When are they going to let me produce the Oscars? I try to give the world so much and in return, I have frustrated ambition.
It’s a sad, sad world.
I would never have let the Oscars be so boring. It’s criminal. Hollywood can put on huge blockbusters with dazzling special effects and yet the night they celebrate ART, they fall to pieces. Maybe that’s the point. Art and Hollywood don’t mix. In the end though, they are congratulating themselves and you think they would do a better job at THAT.
Of course, there were some parts that I enjoyed. Amy Adams bubbling over (as usual) while singing “Happy Working Song”. The incredibly beautiful Marion Cotillard from La Vie en Rose (and the obviously well deserved movie’s award for makeup). The speech about hope for all the struggling artists made by Marketa Irglova from Once. The gospel choir singing Raise It Up from August Rush. Javier Bardem’s passionate thank you to his mother in Spanish. Thankfully, there were enough of these moments throughout the evening to make it bearable.
But this is how it could have been better …

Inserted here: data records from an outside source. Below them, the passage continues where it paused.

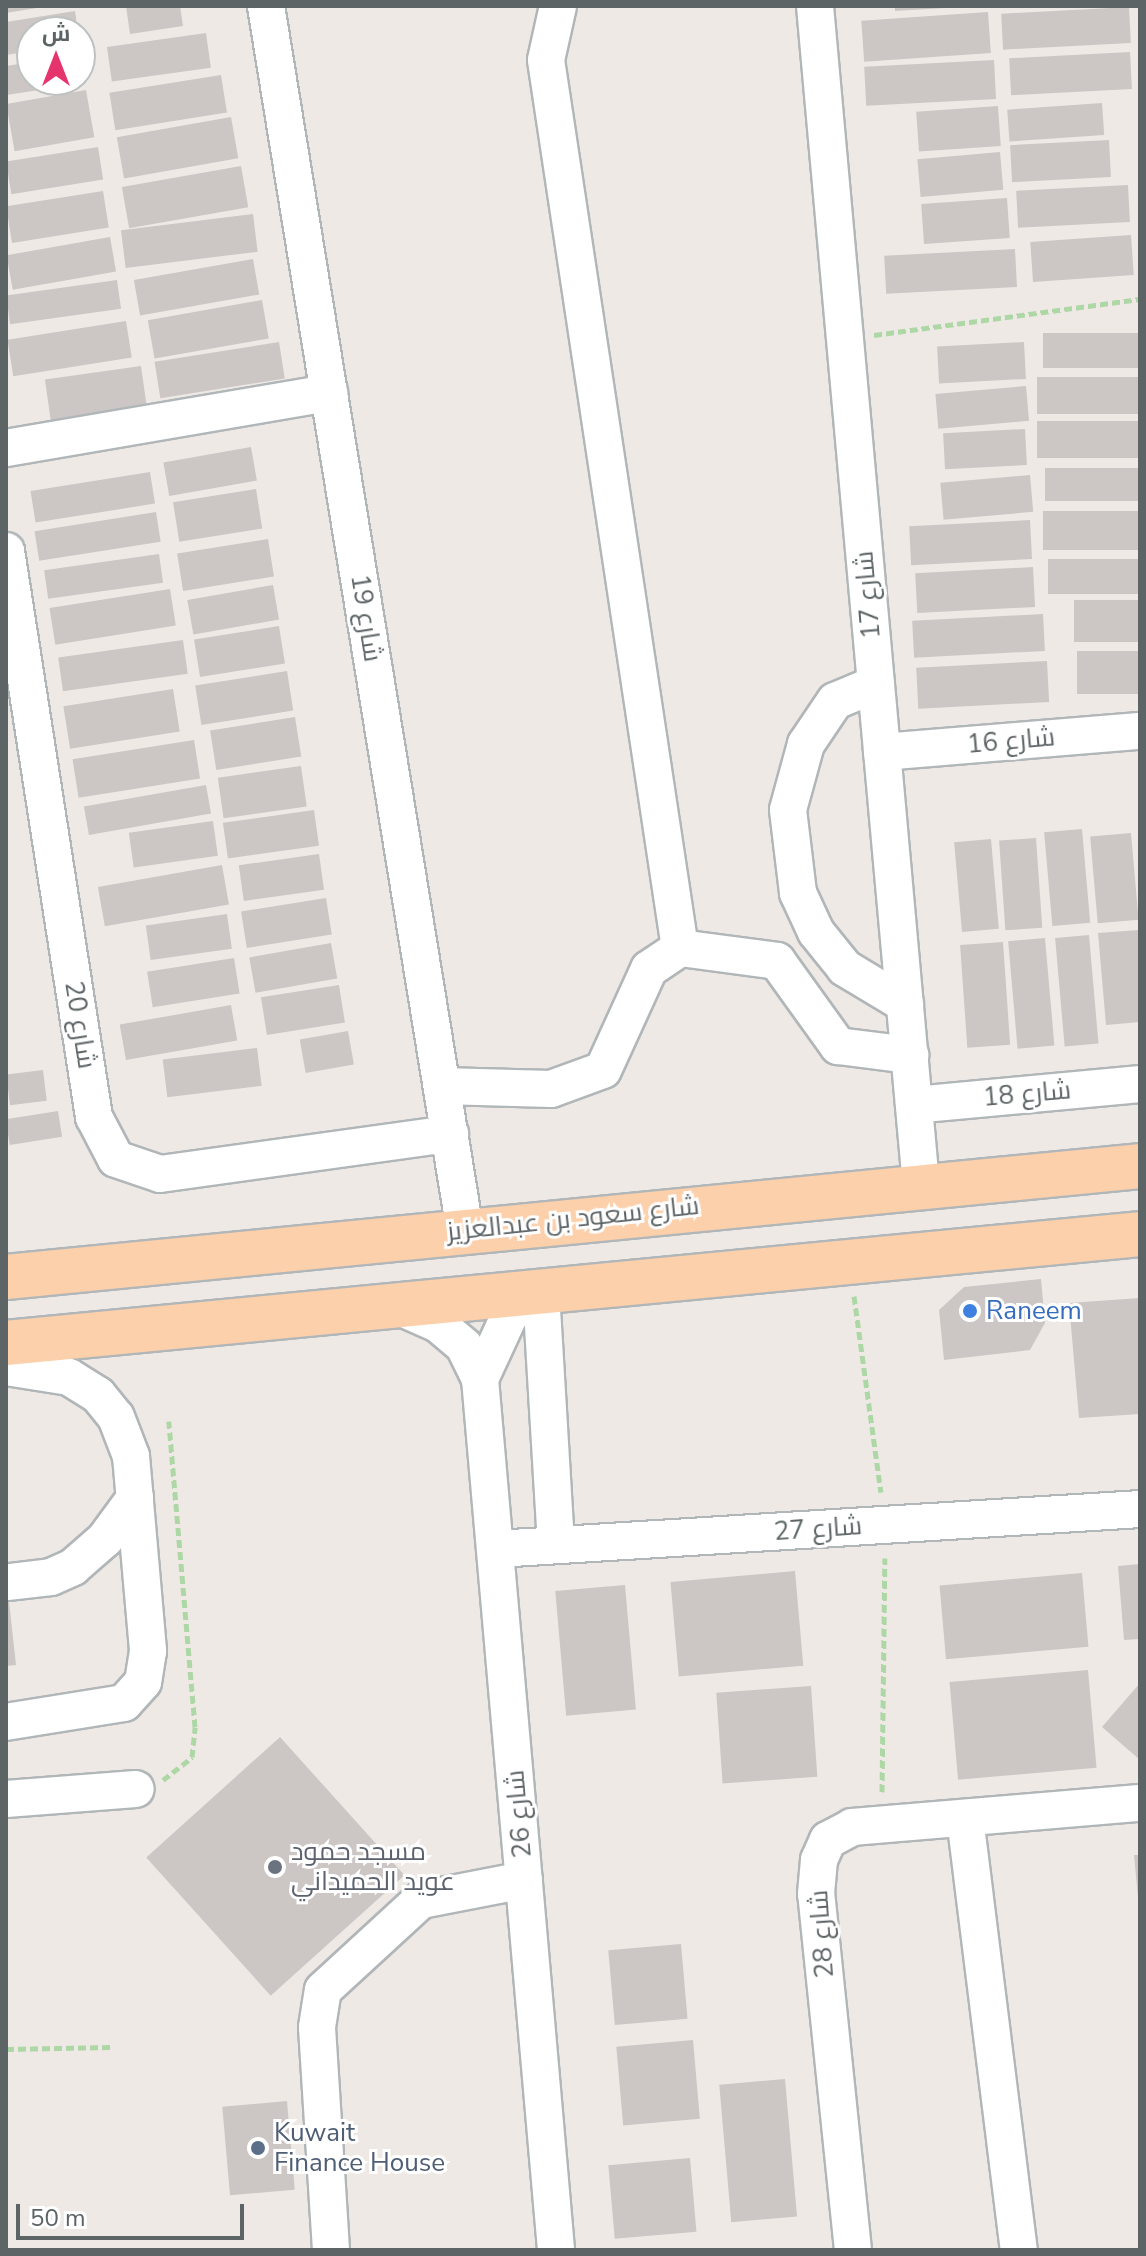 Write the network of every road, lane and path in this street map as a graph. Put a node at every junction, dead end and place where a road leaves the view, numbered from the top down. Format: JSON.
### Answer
{"nodes":[{"id":1,"x":266,"y":6,"type":"edge"},
{"id":2,"x":558,"y":6,"type":"edge"},
{"id":3,"x":815,"y":6,"type":"edge"},
{"id":4,"x":1140,"y":299,"type":"edge"},
{"id":5,"x":845,"y":339,"type":"junction"},
{"id":6,"x":329,"y":393,"type":"junction"},
{"id":7,"x":6,"y":448,"type":"edge"},
{"id":8,"x":6,"y":551,"type":"edge"},
{"id":9,"x":876,"y":684,"type":"junction"},
{"id":10,"x":1140,"y":731,"type":"edge"},
{"id":11,"x":882,"y":752,"type":"junction"},
{"id":12,"x":680,"y":948,"type":"junction"},
{"id":13,"x":905,"y":1004,"type":"junction"},
{"id":14,"x":910,"y":1055,"type":"junction"},
{"id":15,"x":1140,"y":1084,"type":"edge"},
{"id":16,"x":442,"y":1086,"type":"junction"},
{"id":17,"x":914,"y":1105,"type":"junction"},
{"id":18,"x":450,"y":1134,"type":"junction"},
{"id":19,"x":1140,"y":1166,"type":"edge"},
{"id":20,"x":921,"y":1184,"type":"junction"},
{"id":21,"x":465,"y":1230,"type":"junction"},
{"id":22,"x":1140,"y":1234,"type":"edge"},
{"id":23,"x":166,"y":1261,"type":"junction"},
{"id":24,"x":87,"y":1269,"type":"junction"},
{"id":25,"x":6,"y":1277,"type":"edge"},
{"id":26,"x":541,"y":1292,"type":"junction"},
{"id":27,"x":395,"y":1305,"type":"junction"},
{"id":28,"x":176,"y":1324,"type":"junction"},
{"id":29,"x":88,"y":1334,"type":"junction"},
{"id":30,"x":6,"y":1343,"type":"edge"},
{"id":31,"x":6,"y":1367,"type":"edge"},
{"id":32,"x":480,"y":1379,"type":"junction"},
{"id":33,"x":135,"y":1498,"type":"junction"},
{"id":34,"x":1140,"y":1509,"type":"edge"},
{"id":35,"x":556,"y":1545,"type":"junction"},
{"id":36,"x":496,"y":1549,"type":"junction"},
{"id":37,"x":9,"y":1582,"type":"dead end"},
{"id":38,"x":6,"y":1722,"type":"edge"},
{"id":39,"x":136,"y":1789,"type":"dead end"},
{"id":40,"x":6,"y":1799,"type":"edge"},
{"id":41,"x":1140,"y":1803,"type":"edge"},
{"id":42,"x":965,"y":1818,"type":"junction"},
{"id":43,"x":524,"y":1880,"type":"junction"},
{"id":44,"x":111,"y":2047,"type":"dead end"},
{"id":45,"x":6,"y":2049,"type":"edge"},
{"id":46,"x":331,"y":2250,"type":"edge"},
{"id":47,"x":556,"y":2250,"type":"edge"},
{"id":48,"x":853,"y":2250,"type":"edge"},
{"id":49,"x":1019,"y":2250,"type":"edge"}],
"edges":[{"from":1,"to":6,"type":"street","name":"شارع 19"},
{"from":2,"to":12,"type":"street"},
{"from":3,"to":5,"type":"street","name":"شارع 17"},
{"from":4,"to":5,"type":"path"},
{"from":5,"to":9,"type":"street","name":"شارع 17"},
{"from":6,"to":7,"type":"street"},
{"from":6,"to":16,"type":"street","name":"شارع 19"},
{"from":8,"to":18,"type":"street","name":"شارع 20"},
{"from":9,"to":11,"type":"street","name":"شارع 17"},
{"from":9,"to":13,"type":"street"},
{"from":10,"to":11,"type":"street","name":"شارع 16"},
{"from":11,"to":13,"type":"street","name":"شارع 17"},
{"from":12,"to":14,"type":"street"},
{"from":12,"to":16,"type":"street"},
{"from":13,"to":14,"type":"street","name":"شارع 17"},
{"from":14,"to":17,"type":"street","name":"شارع 17"},
{"from":15,"to":17,"type":"street","name":"شارع 18"},
{"from":16,"to":18,"type":"street","name":"شارع 19"},
{"from":17,"to":20,"type":"street","name":"شارع 17"},
{"from":18,"to":21,"type":"street","name":"شارع 19"},
{"from":19,"to":20,"type":"main road","name":"شارع سعود بن عبدالعزيز"},
{"from":20,"to":21,"type":"main road","name":"شارع سعود بن عبدالعزيز"},
{"from":21,"to":23,"type":"main road","name":"شارع سعود بن عبدالعزيز"},
{"from":22,"to":26,"type":"main road"},
{"from":23,"to":24,"type":"main road","name":"شارع سعود بن عبدالعزيز"},
{"from":23,"to":28,"type":"main road"},
{"from":24,"to":25,"type":"main road","name":"شارع سعود بن عبدالعزيز"},
{"from":24,"to":29,"type":"main road"},
{"from":26,"to":27,"type":"main road"},
{"from":26,"to":32,"type":"street"},
{"from":26,"to":35,"type":"street"},
{"from":27,"to":28,"type":"main road"},
{"from":27,"to":32,"type":"street","name":"شارع 26"},
{"from":28,"to":29,"type":"main road"},
{"from":29,"to":30,"type":"main road"},
{"from":31,"to":33,"type":"street"},
{"from":32,"to":36,"type":"street","name":"شارع 26"},
{"from":33,"to":37,"type":"street"},
{"from":33,"to":38,"type":"street"},
{"from":34,"to":35,"type":"street","name":"شارع 27"},
{"from":35,"to":36,"type":"street","name":"شارع 27"},
{"from":36,"to":43,"type":"street","name":"شارع 26"},
{"from":39,"to":40,"type":"street"},
{"from":41,"to":42,"type":"street","name":"شارع 28"},
{"from":42,"to":48,"type":"street","name":"شارع 28"},
{"from":42,"to":49,"type":"street"},
{"from":43,"to":46,"type":"street"},
{"from":43,"to":47,"type":"street","name":"شارع 26"},
{"from":44,"to":45,"type":"path"}]}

*More nudity. Robert Opel had the right idea when he streaked past David Niven during the 1974 Academy Awards. People are STILL talking about this quick flash and it’s probably the only reason why we remember the 1974 Oscars. Most people want to see Jennifer Garner or Will Smith run bare-ass across the stage but I think seeing a naked Jonah Hill from Superbad would be more of a jolt to those sleepy tv audiences. It would also make people feel better about their own bodies (and who doesn't need that?) so it could double as a public service.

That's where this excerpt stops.